*** Opening of Entries shown ***
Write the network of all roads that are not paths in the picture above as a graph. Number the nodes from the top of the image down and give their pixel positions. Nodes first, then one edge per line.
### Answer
*** Close of Entries shown ***
*** Opening of Entries shown ***
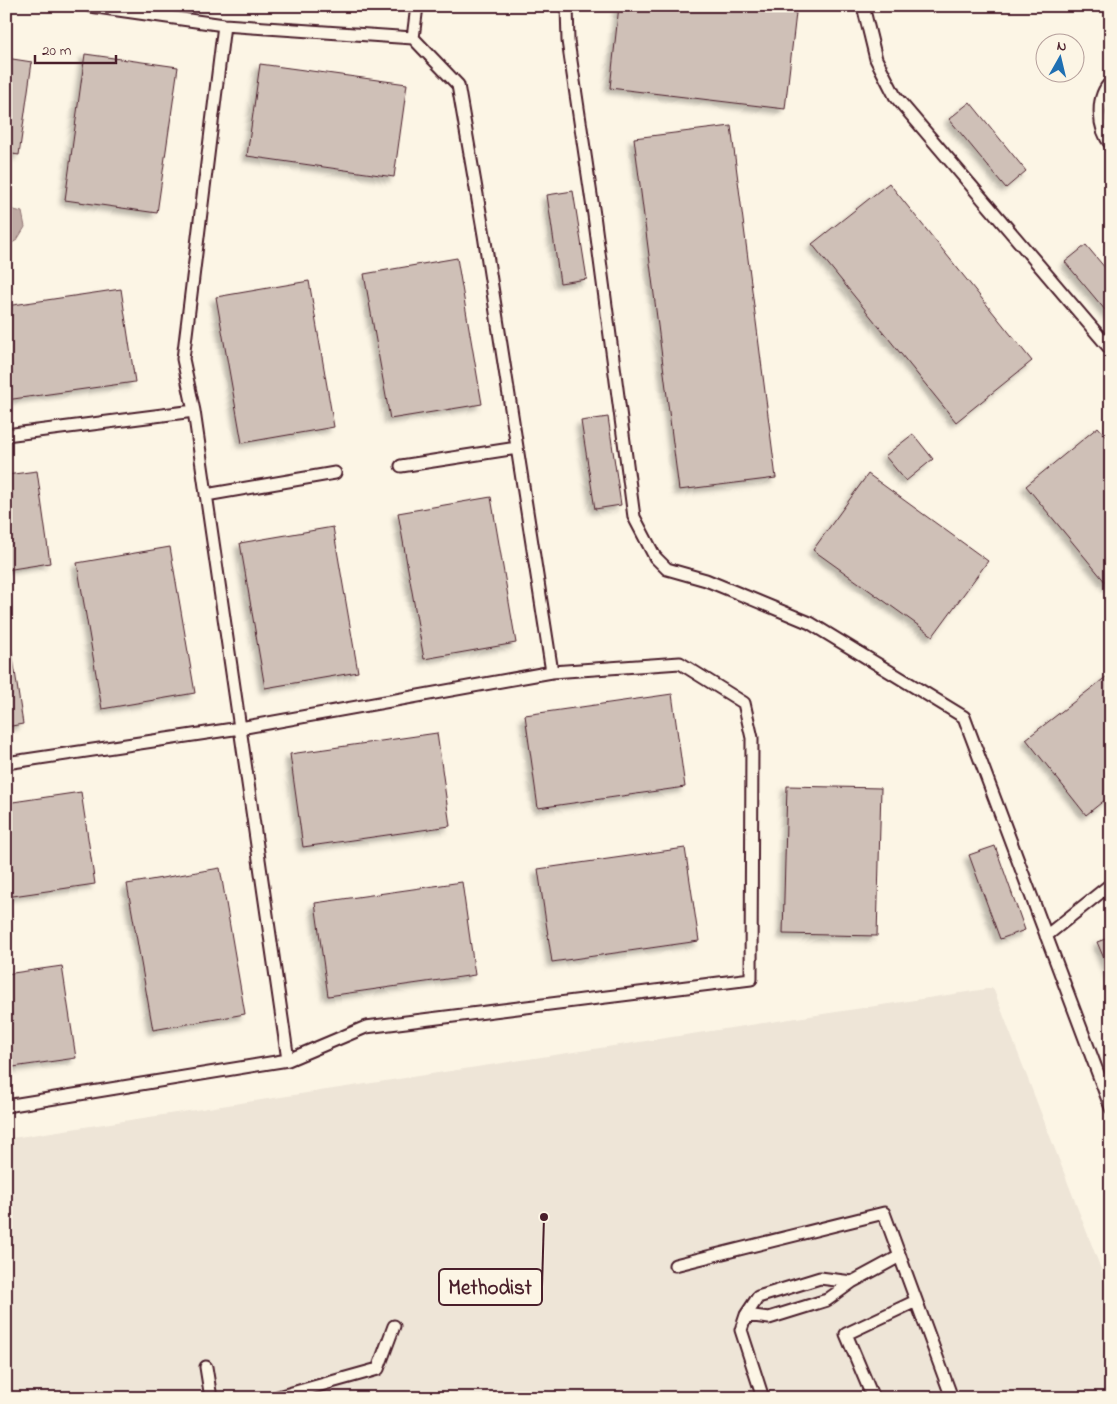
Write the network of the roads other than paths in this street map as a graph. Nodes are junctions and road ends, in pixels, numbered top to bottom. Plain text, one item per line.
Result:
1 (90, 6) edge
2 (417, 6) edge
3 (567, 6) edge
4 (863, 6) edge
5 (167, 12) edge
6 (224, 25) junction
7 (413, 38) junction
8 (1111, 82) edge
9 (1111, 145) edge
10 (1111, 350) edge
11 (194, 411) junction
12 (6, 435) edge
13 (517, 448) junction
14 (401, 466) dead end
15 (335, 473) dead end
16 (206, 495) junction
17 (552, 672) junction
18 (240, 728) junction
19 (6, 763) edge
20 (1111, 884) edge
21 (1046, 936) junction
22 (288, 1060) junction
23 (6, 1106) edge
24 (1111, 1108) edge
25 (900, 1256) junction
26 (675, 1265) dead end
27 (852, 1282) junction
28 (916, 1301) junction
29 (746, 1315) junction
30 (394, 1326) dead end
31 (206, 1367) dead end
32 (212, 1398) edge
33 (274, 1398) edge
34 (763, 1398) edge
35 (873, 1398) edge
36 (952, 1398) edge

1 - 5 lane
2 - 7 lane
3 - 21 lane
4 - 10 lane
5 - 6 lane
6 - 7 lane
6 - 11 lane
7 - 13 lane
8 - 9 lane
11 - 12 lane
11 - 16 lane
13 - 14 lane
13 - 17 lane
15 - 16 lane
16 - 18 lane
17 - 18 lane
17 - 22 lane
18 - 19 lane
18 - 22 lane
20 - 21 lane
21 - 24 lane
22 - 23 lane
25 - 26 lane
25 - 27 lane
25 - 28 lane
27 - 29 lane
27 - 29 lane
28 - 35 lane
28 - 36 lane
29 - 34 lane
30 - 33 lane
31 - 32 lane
*** Close of Entries shown ***
*** Opening of Entries shown ***
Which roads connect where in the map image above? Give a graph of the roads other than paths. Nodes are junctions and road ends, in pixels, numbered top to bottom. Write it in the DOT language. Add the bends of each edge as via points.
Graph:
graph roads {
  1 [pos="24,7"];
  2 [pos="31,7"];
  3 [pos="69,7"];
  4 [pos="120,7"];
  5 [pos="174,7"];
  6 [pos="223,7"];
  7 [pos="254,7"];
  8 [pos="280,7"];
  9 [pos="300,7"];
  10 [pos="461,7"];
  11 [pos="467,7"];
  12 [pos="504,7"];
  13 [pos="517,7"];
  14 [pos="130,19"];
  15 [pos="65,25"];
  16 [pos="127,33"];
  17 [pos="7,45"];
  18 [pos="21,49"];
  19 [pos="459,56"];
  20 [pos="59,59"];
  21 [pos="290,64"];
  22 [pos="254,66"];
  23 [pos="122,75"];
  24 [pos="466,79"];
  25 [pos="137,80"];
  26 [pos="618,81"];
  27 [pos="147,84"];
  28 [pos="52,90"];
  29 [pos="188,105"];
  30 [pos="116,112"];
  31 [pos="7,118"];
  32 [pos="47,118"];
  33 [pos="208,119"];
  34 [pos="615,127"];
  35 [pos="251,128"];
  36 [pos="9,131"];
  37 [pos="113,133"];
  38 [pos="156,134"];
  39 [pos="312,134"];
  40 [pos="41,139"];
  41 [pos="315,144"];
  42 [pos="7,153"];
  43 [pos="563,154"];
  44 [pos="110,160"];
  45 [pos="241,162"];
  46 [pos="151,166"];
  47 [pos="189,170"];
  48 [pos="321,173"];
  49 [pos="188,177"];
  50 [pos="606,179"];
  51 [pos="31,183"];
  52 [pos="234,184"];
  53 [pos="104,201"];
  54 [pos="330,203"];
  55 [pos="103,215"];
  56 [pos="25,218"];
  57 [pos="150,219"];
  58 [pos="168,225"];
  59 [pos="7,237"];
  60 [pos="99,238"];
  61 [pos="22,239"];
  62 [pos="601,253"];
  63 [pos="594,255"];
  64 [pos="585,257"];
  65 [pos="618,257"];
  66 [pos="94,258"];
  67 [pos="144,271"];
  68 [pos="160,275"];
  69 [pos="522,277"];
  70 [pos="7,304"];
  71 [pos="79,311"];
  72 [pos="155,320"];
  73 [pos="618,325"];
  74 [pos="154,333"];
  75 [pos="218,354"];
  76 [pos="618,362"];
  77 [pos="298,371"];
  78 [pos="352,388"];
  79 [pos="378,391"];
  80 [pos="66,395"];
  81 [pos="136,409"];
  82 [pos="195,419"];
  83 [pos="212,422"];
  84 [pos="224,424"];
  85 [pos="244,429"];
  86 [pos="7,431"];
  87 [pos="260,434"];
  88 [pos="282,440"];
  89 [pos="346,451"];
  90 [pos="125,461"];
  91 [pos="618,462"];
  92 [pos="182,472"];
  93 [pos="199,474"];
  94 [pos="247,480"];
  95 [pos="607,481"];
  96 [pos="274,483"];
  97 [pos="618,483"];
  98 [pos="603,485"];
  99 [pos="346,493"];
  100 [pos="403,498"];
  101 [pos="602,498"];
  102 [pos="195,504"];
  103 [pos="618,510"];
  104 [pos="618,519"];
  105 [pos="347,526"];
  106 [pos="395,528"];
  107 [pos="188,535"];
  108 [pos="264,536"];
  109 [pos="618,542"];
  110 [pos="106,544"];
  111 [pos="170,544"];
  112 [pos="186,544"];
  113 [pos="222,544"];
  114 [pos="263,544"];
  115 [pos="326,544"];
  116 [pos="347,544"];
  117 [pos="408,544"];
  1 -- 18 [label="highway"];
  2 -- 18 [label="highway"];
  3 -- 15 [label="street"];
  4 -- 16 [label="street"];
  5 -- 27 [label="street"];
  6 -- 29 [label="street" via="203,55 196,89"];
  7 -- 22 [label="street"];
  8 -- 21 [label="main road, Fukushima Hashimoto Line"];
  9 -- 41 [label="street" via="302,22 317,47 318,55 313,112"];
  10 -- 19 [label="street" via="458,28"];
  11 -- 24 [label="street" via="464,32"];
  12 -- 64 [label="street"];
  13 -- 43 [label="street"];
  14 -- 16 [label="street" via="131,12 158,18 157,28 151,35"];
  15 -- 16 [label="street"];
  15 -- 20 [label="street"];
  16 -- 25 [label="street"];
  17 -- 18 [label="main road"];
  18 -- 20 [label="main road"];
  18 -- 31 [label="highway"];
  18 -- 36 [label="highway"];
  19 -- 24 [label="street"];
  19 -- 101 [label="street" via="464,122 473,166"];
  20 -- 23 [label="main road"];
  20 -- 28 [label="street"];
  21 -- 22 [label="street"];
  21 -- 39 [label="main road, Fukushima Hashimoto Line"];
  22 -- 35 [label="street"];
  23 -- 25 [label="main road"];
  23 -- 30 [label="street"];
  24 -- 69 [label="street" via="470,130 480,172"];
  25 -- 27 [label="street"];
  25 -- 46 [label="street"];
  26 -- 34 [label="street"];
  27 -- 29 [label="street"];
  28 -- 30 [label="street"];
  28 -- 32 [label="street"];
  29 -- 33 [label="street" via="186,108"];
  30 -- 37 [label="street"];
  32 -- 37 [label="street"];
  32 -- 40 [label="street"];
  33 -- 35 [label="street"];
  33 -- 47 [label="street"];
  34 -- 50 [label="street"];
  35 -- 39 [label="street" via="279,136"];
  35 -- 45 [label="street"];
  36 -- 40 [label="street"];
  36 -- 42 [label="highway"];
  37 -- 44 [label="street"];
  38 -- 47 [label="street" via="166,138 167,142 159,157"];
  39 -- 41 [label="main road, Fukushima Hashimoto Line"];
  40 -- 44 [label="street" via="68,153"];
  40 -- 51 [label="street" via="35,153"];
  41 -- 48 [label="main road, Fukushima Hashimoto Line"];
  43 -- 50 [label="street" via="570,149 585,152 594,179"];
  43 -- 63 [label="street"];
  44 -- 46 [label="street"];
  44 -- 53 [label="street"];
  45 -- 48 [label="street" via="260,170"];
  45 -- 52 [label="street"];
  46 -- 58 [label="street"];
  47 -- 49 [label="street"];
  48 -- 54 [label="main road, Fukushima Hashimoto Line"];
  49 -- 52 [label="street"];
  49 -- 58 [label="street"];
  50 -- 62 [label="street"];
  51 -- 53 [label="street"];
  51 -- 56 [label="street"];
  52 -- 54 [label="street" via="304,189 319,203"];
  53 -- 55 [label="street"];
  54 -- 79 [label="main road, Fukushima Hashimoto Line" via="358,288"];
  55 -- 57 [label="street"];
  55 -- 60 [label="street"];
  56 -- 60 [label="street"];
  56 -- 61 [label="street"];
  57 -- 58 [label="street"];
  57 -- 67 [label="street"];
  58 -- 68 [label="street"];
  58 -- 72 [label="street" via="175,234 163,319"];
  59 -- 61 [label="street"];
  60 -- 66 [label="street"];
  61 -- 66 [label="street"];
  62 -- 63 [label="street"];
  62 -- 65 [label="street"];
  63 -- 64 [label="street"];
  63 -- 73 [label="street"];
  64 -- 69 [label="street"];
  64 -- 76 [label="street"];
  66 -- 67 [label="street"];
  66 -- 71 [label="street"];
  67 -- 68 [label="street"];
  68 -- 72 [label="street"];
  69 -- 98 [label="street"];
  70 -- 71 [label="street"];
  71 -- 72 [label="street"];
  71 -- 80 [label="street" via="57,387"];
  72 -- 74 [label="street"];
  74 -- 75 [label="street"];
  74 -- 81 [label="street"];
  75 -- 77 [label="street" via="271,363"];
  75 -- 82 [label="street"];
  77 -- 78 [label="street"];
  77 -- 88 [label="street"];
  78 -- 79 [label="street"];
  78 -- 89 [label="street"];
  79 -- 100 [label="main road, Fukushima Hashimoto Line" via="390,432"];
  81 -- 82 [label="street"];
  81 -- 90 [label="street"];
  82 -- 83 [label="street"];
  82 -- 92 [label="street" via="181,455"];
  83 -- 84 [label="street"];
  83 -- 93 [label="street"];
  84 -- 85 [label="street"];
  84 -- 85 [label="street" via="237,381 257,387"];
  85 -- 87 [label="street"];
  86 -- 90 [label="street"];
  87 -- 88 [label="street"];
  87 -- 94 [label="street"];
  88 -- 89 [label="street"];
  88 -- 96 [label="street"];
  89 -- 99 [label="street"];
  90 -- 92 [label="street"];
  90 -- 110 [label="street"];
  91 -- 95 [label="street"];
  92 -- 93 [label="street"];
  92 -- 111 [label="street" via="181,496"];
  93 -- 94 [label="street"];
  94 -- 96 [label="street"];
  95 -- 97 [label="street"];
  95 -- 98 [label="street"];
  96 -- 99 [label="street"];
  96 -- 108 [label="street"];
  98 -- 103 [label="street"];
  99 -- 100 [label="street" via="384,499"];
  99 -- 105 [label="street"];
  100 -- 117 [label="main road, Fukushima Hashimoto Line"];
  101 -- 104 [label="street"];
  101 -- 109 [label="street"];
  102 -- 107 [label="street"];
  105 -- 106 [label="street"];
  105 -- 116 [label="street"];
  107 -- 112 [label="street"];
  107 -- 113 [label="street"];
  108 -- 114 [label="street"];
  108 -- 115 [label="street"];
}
*** Close of Entries shown ***
- Your task -
Pull every line with "Nodes" from the records.

- Exercise result -
Write the network of all roads that are not paths in the picture above as a graph. Number the nodes from the top of the image down and give their pixel positions. Nodes first, then one edge per line.
Write the network of the roads other than paths in this street map as a graph. Nodes are junctions and road ends, in pixels, numbered top to bottom. Plain text, one item per line.
Which roads connect where in the map image above? Give a graph of the roads other than paths. Nodes are junctions and road ends, in pixels, numbered top to bottom. Write it in the DOT language. Add the bends of each edge as via points.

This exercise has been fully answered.